Oracle has taken control of the retail software maker after 83 percent of shareholders tendered outstanding stock.
Oracle has taken control of Retek after 83 percent of shareholders tendered outstanding stock, the company announced Tuesday.
Oracle Corp. announced its intentions to buy Retek Inc.,
a retail software developer largely considered to be the leader in its industry, a month ago.
It was a slap in the face to Oracles bitter rival, SAP AG, which had announced in February its own intention to buy Retek.
A three-week bidding war ensued. Just as it had with PeopleSoft a few months prior, Oracle prevailed,
sealing the deal with its final offer of $631 million.
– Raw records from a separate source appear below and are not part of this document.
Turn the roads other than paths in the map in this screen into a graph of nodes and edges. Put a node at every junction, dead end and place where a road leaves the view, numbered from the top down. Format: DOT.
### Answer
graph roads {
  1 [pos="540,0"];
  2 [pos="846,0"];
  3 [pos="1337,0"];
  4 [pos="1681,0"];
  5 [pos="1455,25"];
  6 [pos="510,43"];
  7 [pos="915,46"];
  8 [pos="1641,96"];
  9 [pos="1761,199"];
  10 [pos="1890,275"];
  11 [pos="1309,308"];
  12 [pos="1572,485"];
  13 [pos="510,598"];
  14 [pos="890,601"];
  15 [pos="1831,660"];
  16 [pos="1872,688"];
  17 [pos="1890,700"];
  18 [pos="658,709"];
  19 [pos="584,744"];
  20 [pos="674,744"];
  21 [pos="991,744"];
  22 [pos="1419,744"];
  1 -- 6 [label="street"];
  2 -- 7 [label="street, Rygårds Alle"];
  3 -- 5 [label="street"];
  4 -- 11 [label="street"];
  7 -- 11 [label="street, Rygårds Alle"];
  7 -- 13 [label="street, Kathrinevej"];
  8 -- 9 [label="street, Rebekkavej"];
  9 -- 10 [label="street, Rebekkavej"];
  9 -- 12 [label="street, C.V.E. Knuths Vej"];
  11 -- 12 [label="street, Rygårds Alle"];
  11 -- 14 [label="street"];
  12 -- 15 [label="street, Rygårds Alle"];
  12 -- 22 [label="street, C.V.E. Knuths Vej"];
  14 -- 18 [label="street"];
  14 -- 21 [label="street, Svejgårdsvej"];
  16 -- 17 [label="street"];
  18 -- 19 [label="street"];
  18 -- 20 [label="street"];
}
Retek develops software that enables automation from the point of purchase through the retail supply chain and supports retailer activities such as merchandise operations management, supply chain management, and merchandise planning and optimization.
Oracle, of Redwood Shores, Calif., now controls a total of 92.8 percent of Retek shares.
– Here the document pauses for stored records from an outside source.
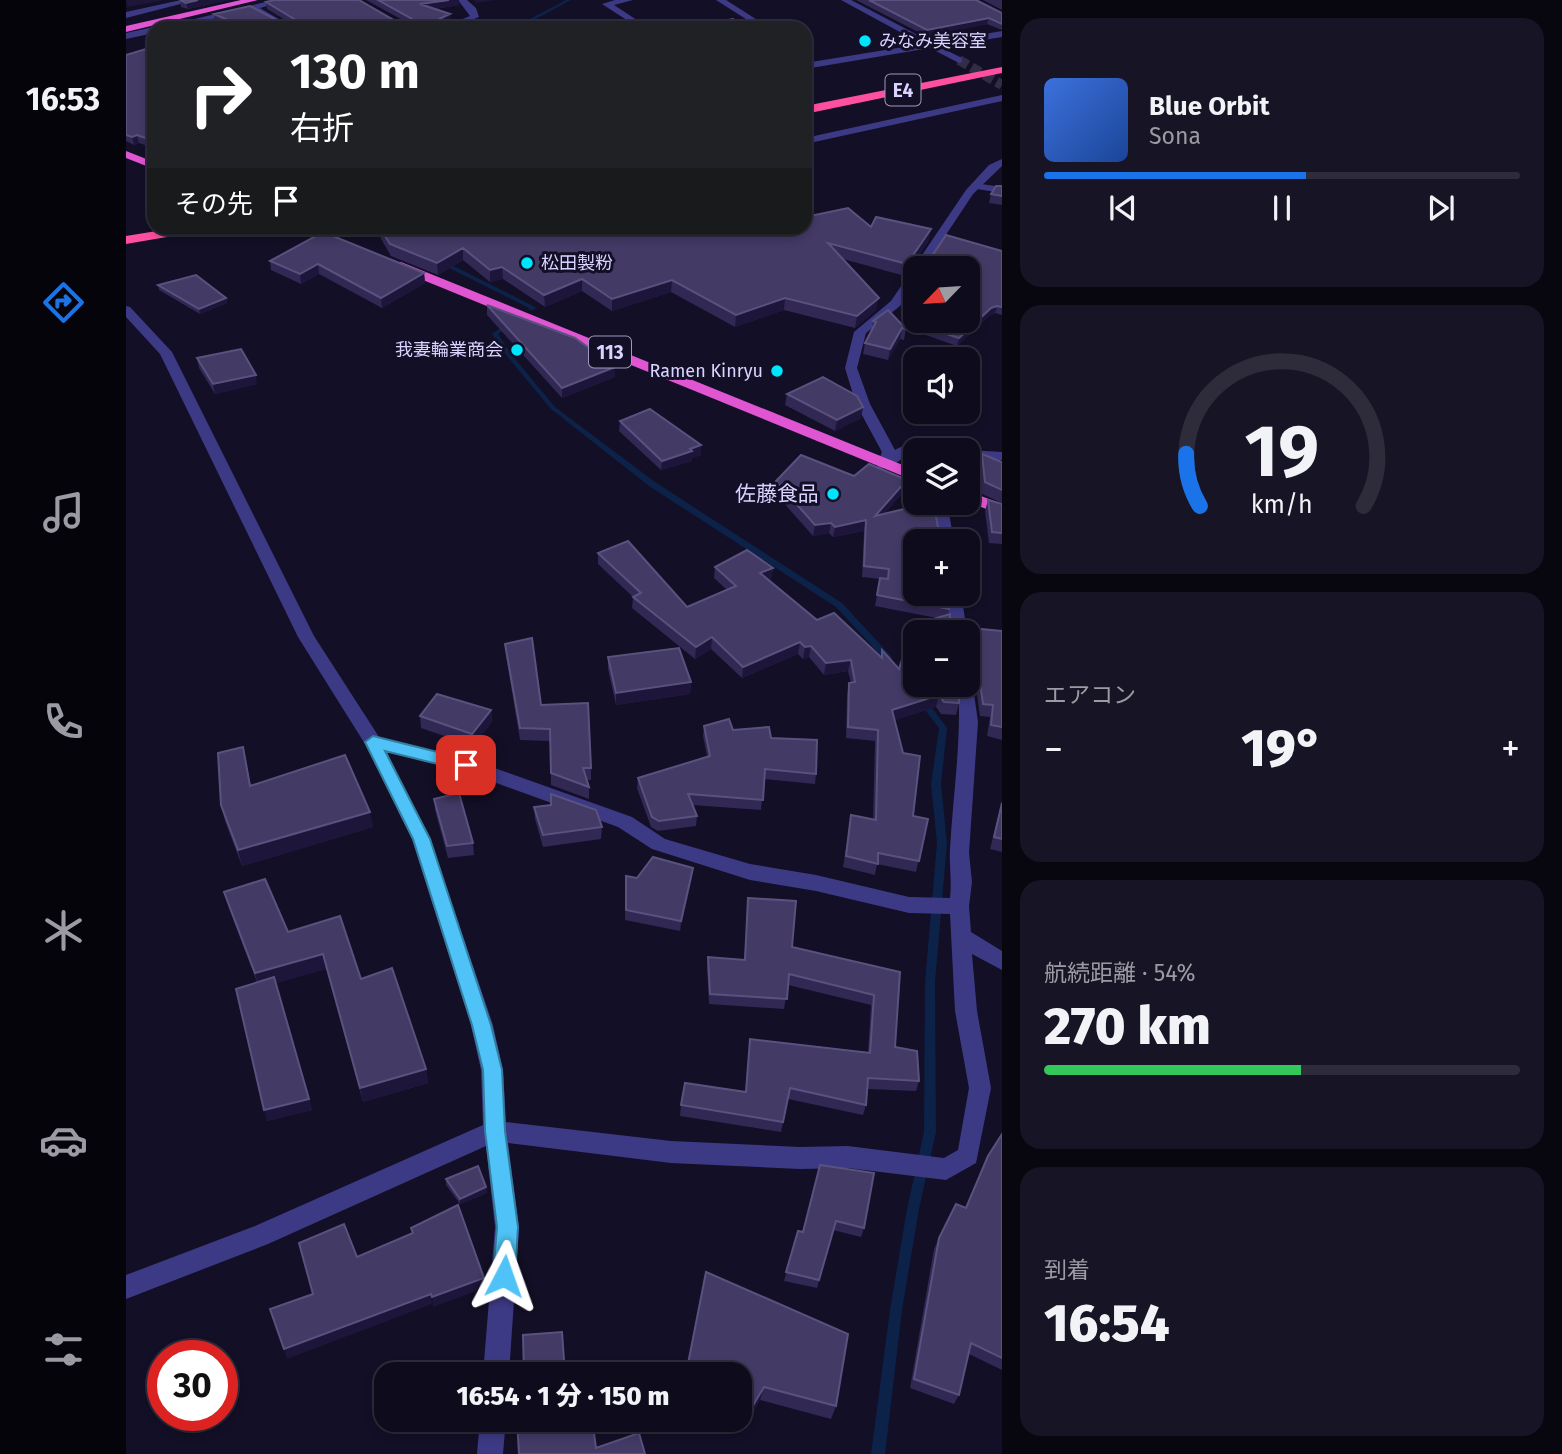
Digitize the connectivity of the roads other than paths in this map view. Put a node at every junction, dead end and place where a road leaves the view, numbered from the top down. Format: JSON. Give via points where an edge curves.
{"nodes":[{"id":1,"x":192,"y":0,"type":"edge"},
{"id":2,"x":285,"y":0,"type":"edge"},
{"id":3,"x":462,"y":0,"type":"edge"},
{"id":4,"x":629,"y":0,"type":"edge"},
{"id":5,"x":720,"y":0,"type":"edge"},
{"id":6,"x":845,"y":0,"type":"edge"},
{"id":7,"x":218,"y":4,"type":"edge"},
{"id":8,"x":252,"y":4,"type":"edge"},
{"id":9,"x":128,"y":17,"type":"edge"},
{"id":10,"x":155,"y":21,"type":"edge"},
{"id":11,"x":188,"y":21,"type":"edge"},
{"id":12,"x":279,"y":21,"type":"edge"},
{"id":13,"x":464,"y":21,"type":"edge"},
{"id":14,"x":634,"y":21,"type":"edge"},
{"id":15,"x":754,"y":21,"type":"edge"},
{"id":16,"x":147,"y":23,"type":"edge"},
{"id":17,"x":126,"y":29,"type":"edge"},
{"id":18,"x":147,"y":32,"type":"edge"},
{"id":19,"x":1002,"y":34,"type":"edge"},
{"id":20,"x":126,"y":36,"type":"edge"},
{"id":21,"x":930,"y":45,"type":"junction"},
{"id":22,"x":812,"y":55,"type":"edge"},
{"id":23,"x":824,"y":62,"type":"junction"},
{"id":24,"x":965,"y":62,"type":"joint"},
{"id":25,"x":812,"y":65,"type":"edge"},
{"id":26,"x":945,"y":68,"type":"dead end"},
{"id":27,"x":1002,"y":70,"type":"edge"},
{"id":28,"x":1002,"y":99,"type":"edge"},
{"id":29,"x":812,"y":109,"type":"edge"},
{"id":30,"x":812,"y":140,"type":"edge"},
{"id":31,"x":126,"y":154,"type":"edge"},
{"id":32,"x":1002,"y":162,"type":"edge"},
{"id":33,"x":147,"y":163,"type":"edge"},
{"id":34,"x":974,"y":186,"type":"junction"},
{"id":35,"x":1002,"y":190,"type":"edge"},
{"id":36,"x":147,"y":223,"type":"edge"},
{"id":37,"x":126,"y":227,"type":"edge"},
{"id":38,"x":155,"y":235,"type":"edge"},
{"id":39,"x":325,"y":235,"type":"edge"},
{"id":40,"x":126,"y":240,"type":"edge"},
{"id":41,"x":363,"y":251,"type":"edge"},
{"id":42,"x":926,"y":256,"type":"edge"},
{"id":43,"x":388,"y":261,"type":"edge"},
{"id":44,"x":903,"y":292,"type":"edge"},
{"id":45,"x":126,"y":310,"type":"edge"},
{"id":46,"x":903,"y":451,"type":"edge"},
{"id":47,"x":980,"y":455,"type":"edge"},
{"id":48,"x":1002,"y":456,"type":"edge"},
{"id":49,"x":884,"y":465,"type":"junction"},
{"id":50,"x":903,"y":471,"type":"edge"},
{"id":51,"x":980,"y":501,"type":"edge"},
{"id":52,"x":1002,"y":510,"type":"edge"},
{"id":53,"x":967,"y":697,"type":"edge"},
{"id":54,"x":373,"y":742,"type":"junction"},
{"id":55,"x":959,"y":906,"type":"junction"},
{"id":56,"x":961,"y":936,"type":"junction"},
{"id":57,"x":1002,"y":962,"type":"edge"},
{"id":58,"x":495,"y":1131,"type":"junction"},
{"id":59,"x":126,"y":1287,"type":"edge"},
{"id":60,"x":497,"y":1362,"type":"edge"},
{"id":61,"x":492,"y":1432,"type":"edge"},
{"id":62,"x":490,"y":1454,"type":"edge"}],
"edges":[{"from":1,"to":9,"type":"street"},
{"from":2,"to":8,"type":"street"},
{"from":3,"to":13,"type":"street","via":[[475,17]]},
{"from":4,"to":14,"type":"street","via":[[606,4]]},
{"from":5,"to":15,"type":"street"},
{"from":6,"to":21,"type":"street"},
{"from":7,"to":8,"type":"highway"},
{"from":7,"to":9,"type":"highway"},
{"from":7,"to":10,"type":"highway"},
{"from":8,"to":11,"type":"street"},
{"from":8,"to":12,"type":"street"},
{"from":16,"to":17,"type":"highway"},
{"from":18,"to":20,"type":"street"},
{"from":19,"to":21,"type":"street"},
{"from":21,"to":23,"type":"street"},
{"from":21,"to":24,"type":"street"},
{"from":22,"to":23,"type":"street"},
{"from":23,"to":25,"type":"street"},
{"from":24,"to":26,"type":"highway","number":"E4"},
{"from":27,"to":29,"type":"highway","number":"E4"},
{"from":28,"to":30,"type":"street"},
{"from":31,"to":33,"type":"highway"},
{"from":32,"to":34,"type":"street","via":[[995,163]]},
{"from":34,"to":35,"type":"lane"},
{"from":34,"to":42,"type":"street"},
{"from":36,"to":37,"type":"highway"},
{"from":38,"to":40,"type":"highway"},
{"from":39,"to":41,"type":"highway"},
{"from":43,"to":49,"type":"highway","number":"113"},
{"from":44,"to":49,"type":"street","via":[[896,303],[860,332],[852,368],[863,404],[890,452]]},
{"from":45,"to":54,"type":"street","via":[[166,352],[306,637]]},
{"from":46,"to":49,"type":"street"},
{"from":47,"to":48,"type":"street"},
{"from":49,"to":50,"type":"highway","number":"113"},
{"from":51,"to":52,"type":"highway"},
{"from":53,"to":55,"type":"street"},
{"from":54,"to":55,"type":"street","via":[[466,765],[625,822],[659,844],[750,872],[929,907]]},
{"from":54,"to":58,"type":"street","via":[[421,839],[482,1025],[492,1070]]},
{"from":55,"to":56,"type":"street"},
{"from":56,"to":57,"type":"street"},
{"from":56,"to":58,"type":"street","via":[[966,1011],[980,1088],[968,1156],[946,1168],[848,1157],[671,1152]]},
{"from":58,"to":59,"type":"street","via":[[260,1236]]},
{"from":58,"to":60,"type":"street","via":[[507,1227]]},
{"from":61,"to":62,"type":"street"}]}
Given a choice between Oracle and SAP, the Aberdeen Group says, Oracle is the best choice for control of Retek. Click here to read more.
The initial offering period of Oracles tender offer to purchase all of the outstanding shares of common stock expired at midnight EDT on Tuesday.
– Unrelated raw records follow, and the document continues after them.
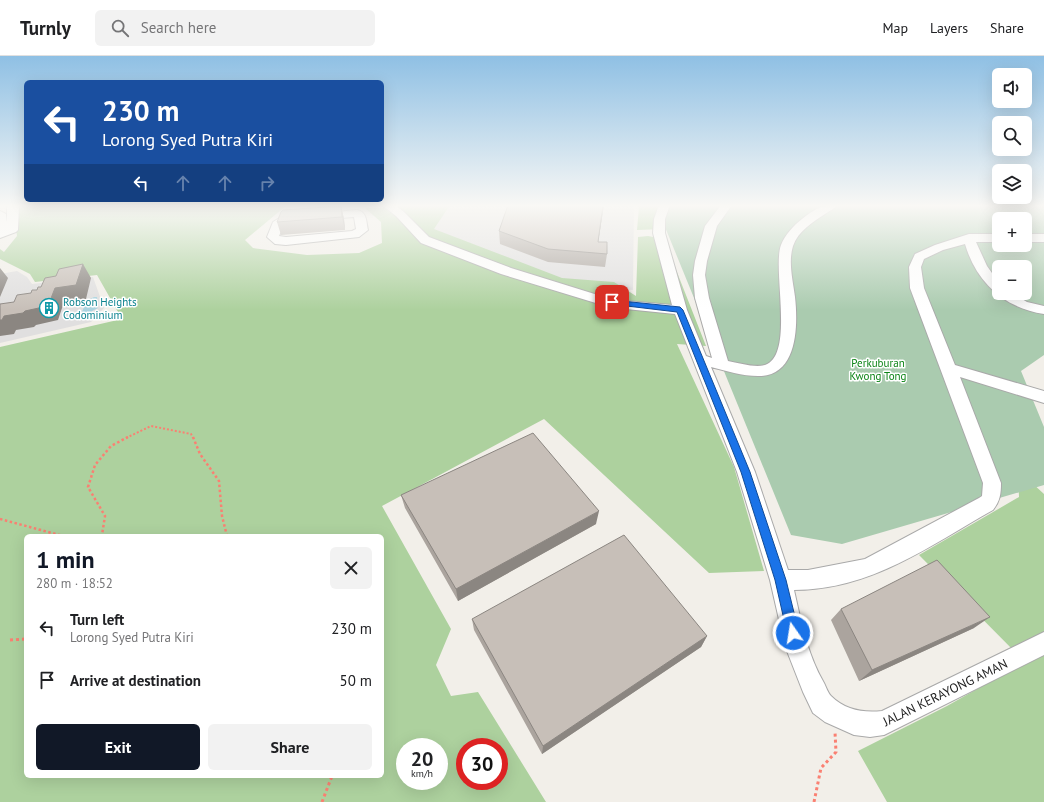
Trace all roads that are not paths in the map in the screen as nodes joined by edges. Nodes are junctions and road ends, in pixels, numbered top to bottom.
1 (276, 240) edge
2 (298, 240) edge
3 (425, 240) edge
4 (661, 240) edge
5 (707, 240) edge
6 (790, 240) edge
7 (960, 240) edge
8 (969, 240) edge
9 (992, 283) edge
10 (1014, 300) edge
11 (680, 310) junction
12 (1044, 310) edge
13 (701, 360) junction
14 (722, 365) junction
15 (949, 368) junction
16 (1044, 397) edge
17 (780, 580) junction
18 (1044, 643) edge

1 - 2 street
3 - 11 street
4 - 11 street, JALAN KERAYONG AMAN
5 - 14 street
6 - 14 street
7 - 15 street
8 - 9 street
10 - 12 street
11 - 13 street, JALAN KERAYONG AMAN
13 - 14 street
13 - 17 street, JALAN KERAYONG AMAN
15 - 16 street
15 - 17 street
17 - 18 street, JALAN KERAYONG AMAN

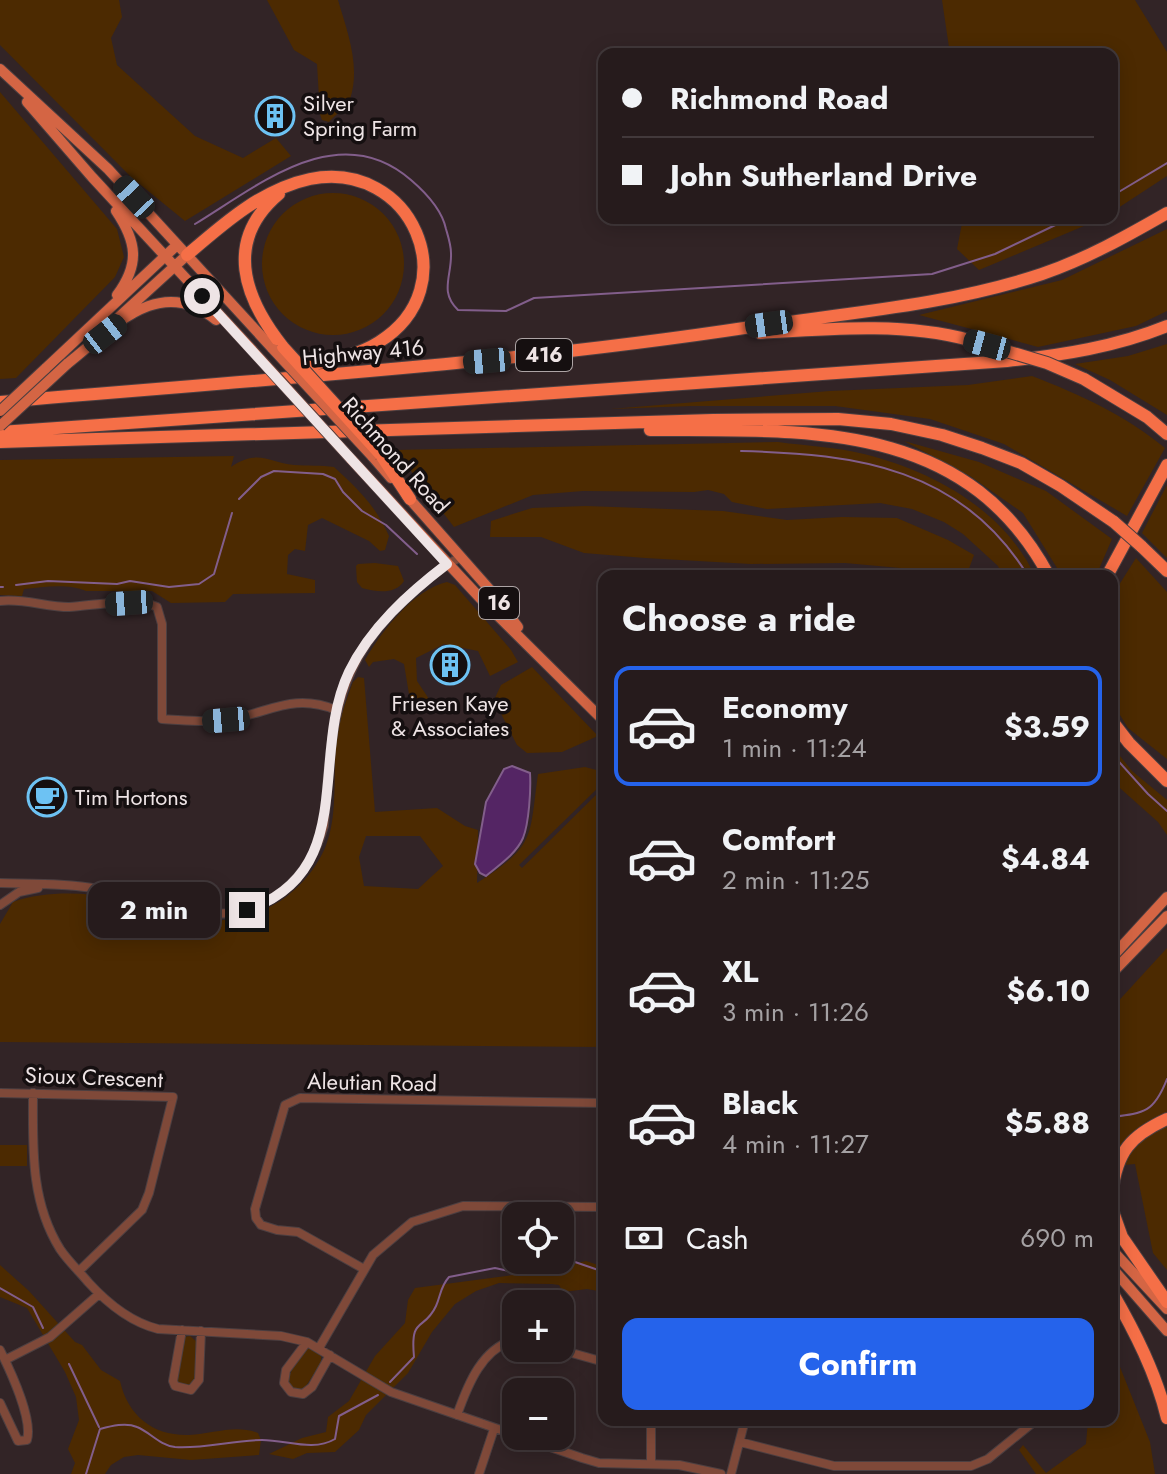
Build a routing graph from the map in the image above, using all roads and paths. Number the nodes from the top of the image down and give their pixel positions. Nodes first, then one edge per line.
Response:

Oracle has accepted for payment the approximately 47,690,333 shares tendered in the offer.
Oracle announced a subsequent offering period commencing on Wednesday that expires on Monday at 5 p.m. EDT.
Oracle will designate five representatives to serve on Retek s board of directors to replace Retek board members who will resign, giving Oracle majority board representation.
Three of the current Retek board members will remain on the Retek board until the merger between the companies is completed.
Oracle expects to complete the second-step merger shortly after expiration of the subsequent offering period.
The subsequent offering period will permit all stockholders who did not tender shares in the initial offering period to obtain the $11.25 per share offer price for their shares prior to consummation of the second-step merger.